= Beginning of Section =
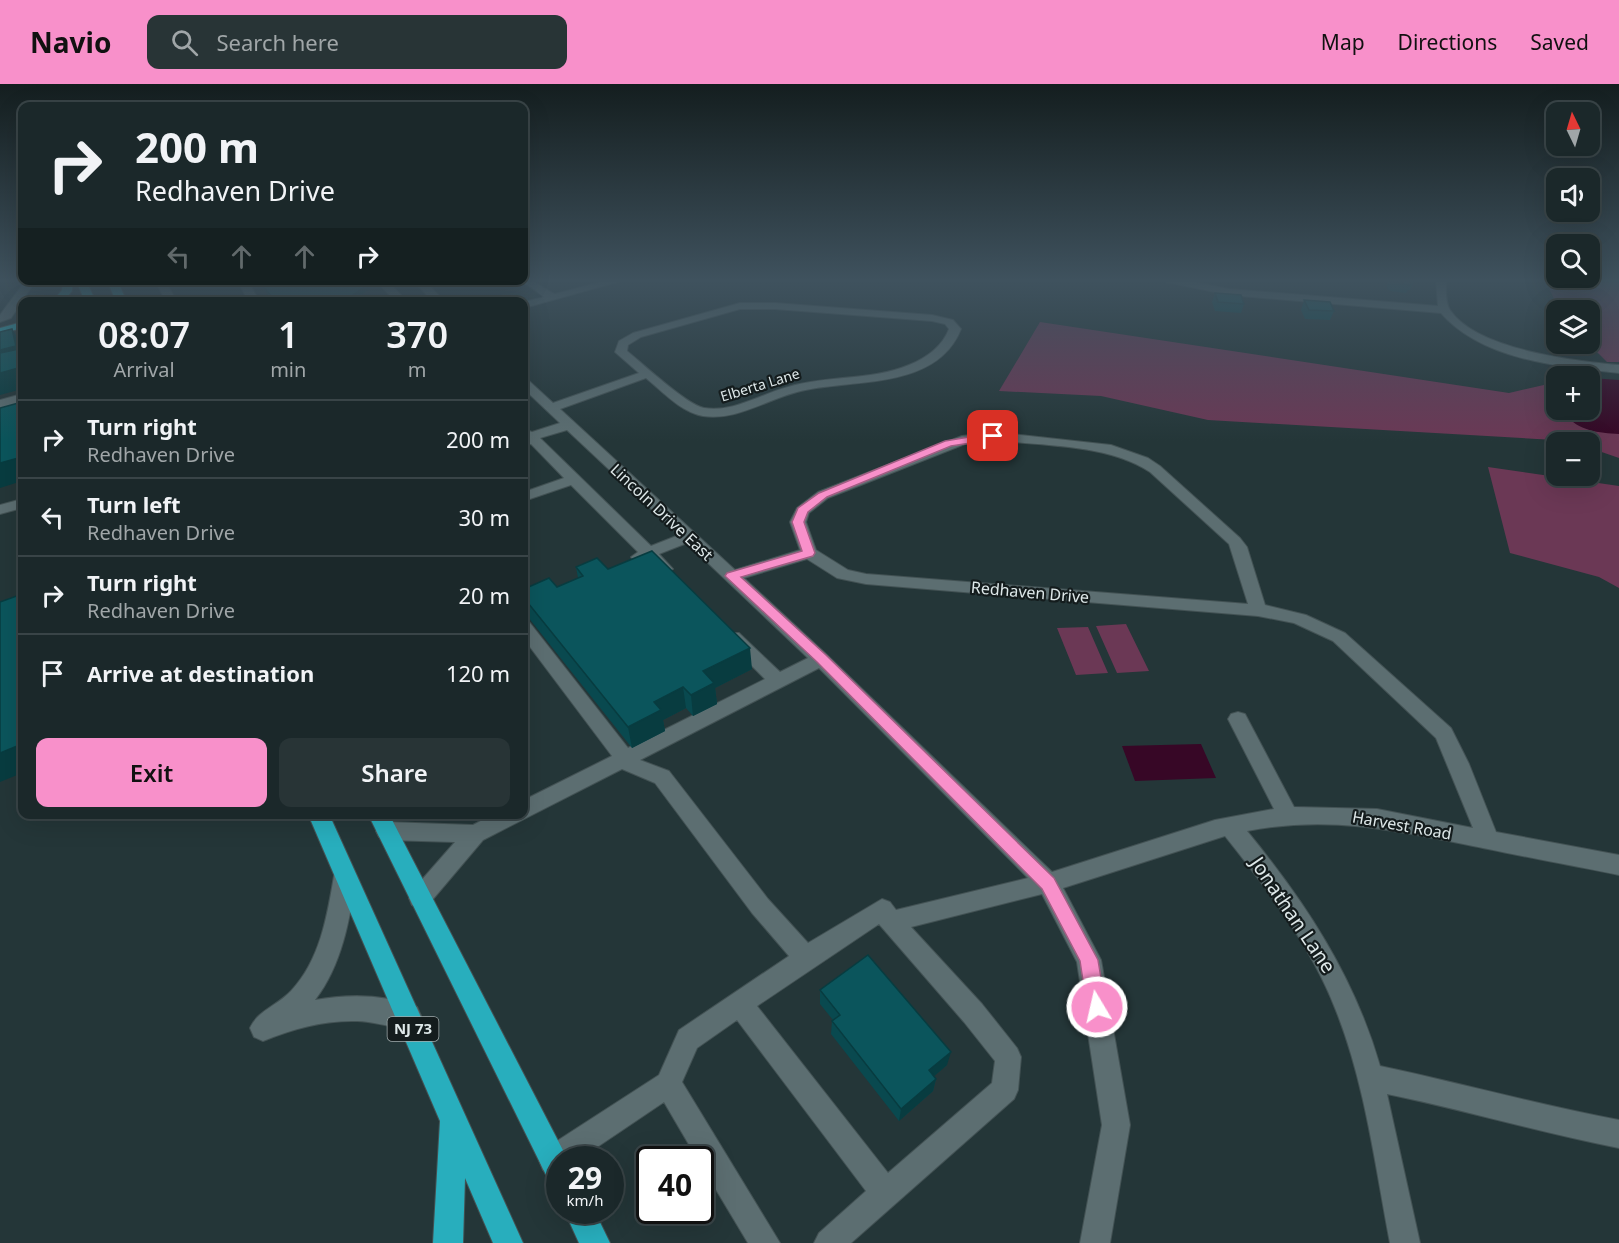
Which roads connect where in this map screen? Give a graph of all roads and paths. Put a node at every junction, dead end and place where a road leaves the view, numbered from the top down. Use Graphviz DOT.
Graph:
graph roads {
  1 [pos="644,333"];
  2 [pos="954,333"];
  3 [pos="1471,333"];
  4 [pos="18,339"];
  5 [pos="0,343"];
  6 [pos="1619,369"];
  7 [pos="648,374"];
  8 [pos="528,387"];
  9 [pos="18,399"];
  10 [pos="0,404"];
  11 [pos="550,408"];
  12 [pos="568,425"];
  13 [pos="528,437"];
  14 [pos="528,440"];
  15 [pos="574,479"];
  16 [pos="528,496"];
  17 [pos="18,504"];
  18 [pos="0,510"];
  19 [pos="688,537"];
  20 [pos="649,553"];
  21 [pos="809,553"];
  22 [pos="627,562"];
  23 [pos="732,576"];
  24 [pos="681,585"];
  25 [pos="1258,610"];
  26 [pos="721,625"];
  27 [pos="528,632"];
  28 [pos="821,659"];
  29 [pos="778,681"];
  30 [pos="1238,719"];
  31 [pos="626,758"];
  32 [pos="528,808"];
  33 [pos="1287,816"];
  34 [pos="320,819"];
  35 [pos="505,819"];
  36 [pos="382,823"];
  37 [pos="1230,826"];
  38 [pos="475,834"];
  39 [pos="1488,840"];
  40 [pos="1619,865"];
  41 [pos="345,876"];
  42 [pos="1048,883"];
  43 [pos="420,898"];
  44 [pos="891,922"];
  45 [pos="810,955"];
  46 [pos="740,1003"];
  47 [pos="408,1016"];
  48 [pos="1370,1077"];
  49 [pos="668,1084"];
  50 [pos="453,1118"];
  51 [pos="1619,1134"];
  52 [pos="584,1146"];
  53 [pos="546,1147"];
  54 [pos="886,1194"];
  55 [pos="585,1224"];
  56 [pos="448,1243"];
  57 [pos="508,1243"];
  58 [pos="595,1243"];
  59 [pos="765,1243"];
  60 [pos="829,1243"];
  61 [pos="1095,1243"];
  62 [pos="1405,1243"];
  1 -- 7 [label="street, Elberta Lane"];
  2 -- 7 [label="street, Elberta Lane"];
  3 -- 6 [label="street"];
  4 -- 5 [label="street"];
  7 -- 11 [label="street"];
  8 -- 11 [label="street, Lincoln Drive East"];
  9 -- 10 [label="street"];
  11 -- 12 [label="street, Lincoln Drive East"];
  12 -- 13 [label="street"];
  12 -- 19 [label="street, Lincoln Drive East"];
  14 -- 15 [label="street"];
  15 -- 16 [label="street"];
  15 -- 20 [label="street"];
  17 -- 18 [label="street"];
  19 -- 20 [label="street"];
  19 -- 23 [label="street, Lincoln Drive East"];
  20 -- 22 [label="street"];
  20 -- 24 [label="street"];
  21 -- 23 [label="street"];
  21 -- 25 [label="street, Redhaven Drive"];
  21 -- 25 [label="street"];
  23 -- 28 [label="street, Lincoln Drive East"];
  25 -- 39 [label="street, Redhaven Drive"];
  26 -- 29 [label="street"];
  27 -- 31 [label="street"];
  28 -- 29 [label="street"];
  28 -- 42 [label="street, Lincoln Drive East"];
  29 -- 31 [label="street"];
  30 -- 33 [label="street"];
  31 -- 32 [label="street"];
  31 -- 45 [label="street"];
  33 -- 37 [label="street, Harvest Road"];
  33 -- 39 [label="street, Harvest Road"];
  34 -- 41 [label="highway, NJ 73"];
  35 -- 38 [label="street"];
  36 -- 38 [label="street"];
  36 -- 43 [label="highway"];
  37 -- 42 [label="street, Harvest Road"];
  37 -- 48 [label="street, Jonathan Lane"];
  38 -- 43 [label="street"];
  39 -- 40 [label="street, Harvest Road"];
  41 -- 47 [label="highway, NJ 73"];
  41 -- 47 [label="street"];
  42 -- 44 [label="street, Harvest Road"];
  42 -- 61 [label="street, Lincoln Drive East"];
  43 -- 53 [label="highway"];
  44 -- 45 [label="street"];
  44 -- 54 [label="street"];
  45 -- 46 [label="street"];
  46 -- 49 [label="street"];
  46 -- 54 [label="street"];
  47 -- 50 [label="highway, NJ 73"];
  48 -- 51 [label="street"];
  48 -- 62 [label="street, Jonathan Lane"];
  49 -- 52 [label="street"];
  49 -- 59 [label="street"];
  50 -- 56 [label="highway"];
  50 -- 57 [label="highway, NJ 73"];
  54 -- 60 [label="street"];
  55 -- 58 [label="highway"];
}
= End of Section =
= Beginning of Section =
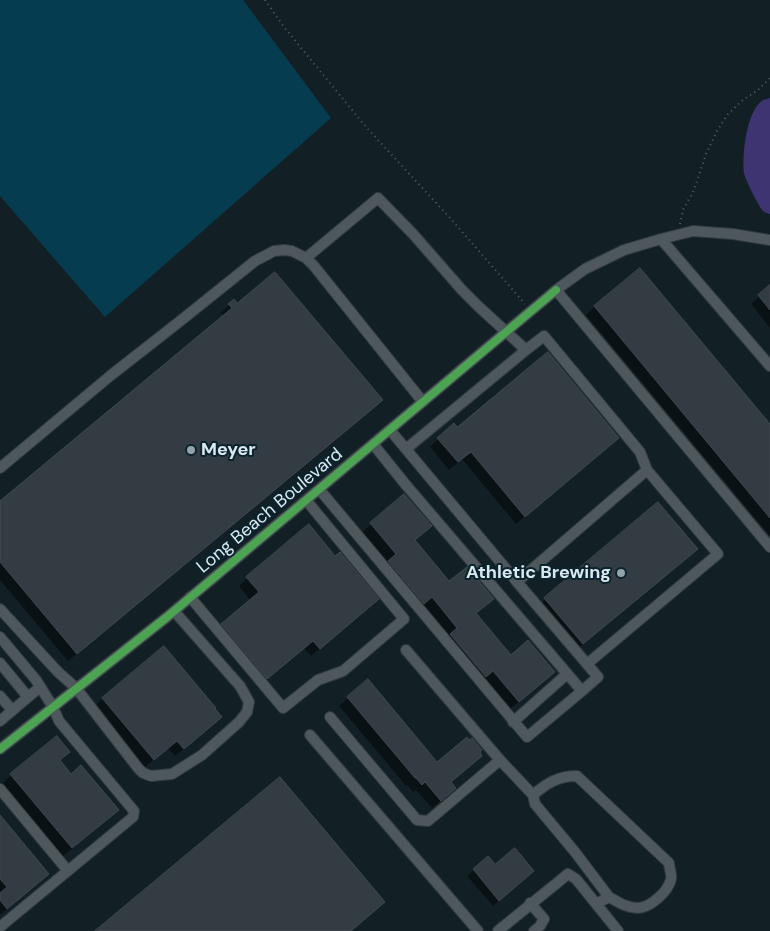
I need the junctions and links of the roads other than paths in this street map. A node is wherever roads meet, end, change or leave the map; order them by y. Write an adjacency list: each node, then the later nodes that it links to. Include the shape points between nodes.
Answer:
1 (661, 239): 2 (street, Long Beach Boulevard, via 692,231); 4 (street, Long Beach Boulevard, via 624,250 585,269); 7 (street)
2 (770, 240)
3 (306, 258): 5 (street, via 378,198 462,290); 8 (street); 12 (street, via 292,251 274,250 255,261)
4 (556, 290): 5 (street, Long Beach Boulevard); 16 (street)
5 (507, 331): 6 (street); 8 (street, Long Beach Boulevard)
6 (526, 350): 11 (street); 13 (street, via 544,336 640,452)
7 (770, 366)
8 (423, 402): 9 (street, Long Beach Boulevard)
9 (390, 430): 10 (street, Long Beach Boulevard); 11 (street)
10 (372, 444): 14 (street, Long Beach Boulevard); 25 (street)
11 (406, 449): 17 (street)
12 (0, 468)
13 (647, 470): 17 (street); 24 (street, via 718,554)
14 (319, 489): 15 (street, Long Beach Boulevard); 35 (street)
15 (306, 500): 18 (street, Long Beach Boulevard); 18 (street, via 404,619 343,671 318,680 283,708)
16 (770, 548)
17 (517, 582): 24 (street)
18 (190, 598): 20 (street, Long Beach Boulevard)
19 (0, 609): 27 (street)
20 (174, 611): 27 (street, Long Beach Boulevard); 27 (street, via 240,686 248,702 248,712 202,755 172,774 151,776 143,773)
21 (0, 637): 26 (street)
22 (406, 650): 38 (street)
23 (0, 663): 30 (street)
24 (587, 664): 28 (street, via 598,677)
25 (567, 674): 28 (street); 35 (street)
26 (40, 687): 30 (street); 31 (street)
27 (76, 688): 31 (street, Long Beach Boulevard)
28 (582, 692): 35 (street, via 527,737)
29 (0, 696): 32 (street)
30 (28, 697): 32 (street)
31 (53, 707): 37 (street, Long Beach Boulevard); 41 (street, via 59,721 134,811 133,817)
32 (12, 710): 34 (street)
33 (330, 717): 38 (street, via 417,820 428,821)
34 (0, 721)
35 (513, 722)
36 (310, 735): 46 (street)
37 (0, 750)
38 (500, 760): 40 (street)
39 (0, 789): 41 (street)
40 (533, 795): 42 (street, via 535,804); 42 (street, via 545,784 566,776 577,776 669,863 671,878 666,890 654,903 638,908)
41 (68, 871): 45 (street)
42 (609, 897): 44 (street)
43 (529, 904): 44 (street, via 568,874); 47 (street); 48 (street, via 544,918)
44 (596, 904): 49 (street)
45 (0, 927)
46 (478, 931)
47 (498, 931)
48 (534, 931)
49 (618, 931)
= End of Section =
__Problem description__. Scan the material for the word "Drive". Return every line where it is found.

__Completed exercise__.
  8 -- 11 [label="street, Lincoln Drive East"];
  11 -- 12 [label="street, Lincoln Drive East"];
  12 -- 19 [label="street, Lincoln Drive East"];
  19 -- 23 [label="street, Lincoln Drive East"];
  21 -- 25 [label="street, Redhaven Drive"];
  23 -- 28 [label="street, Lincoln Drive East"];
  25 -- 39 [label="street, Redhaven Drive"];
  28 -- 42 [label="street, Lincoln Drive East"];
  42 -- 61 [label="street, Lincoln Drive East"];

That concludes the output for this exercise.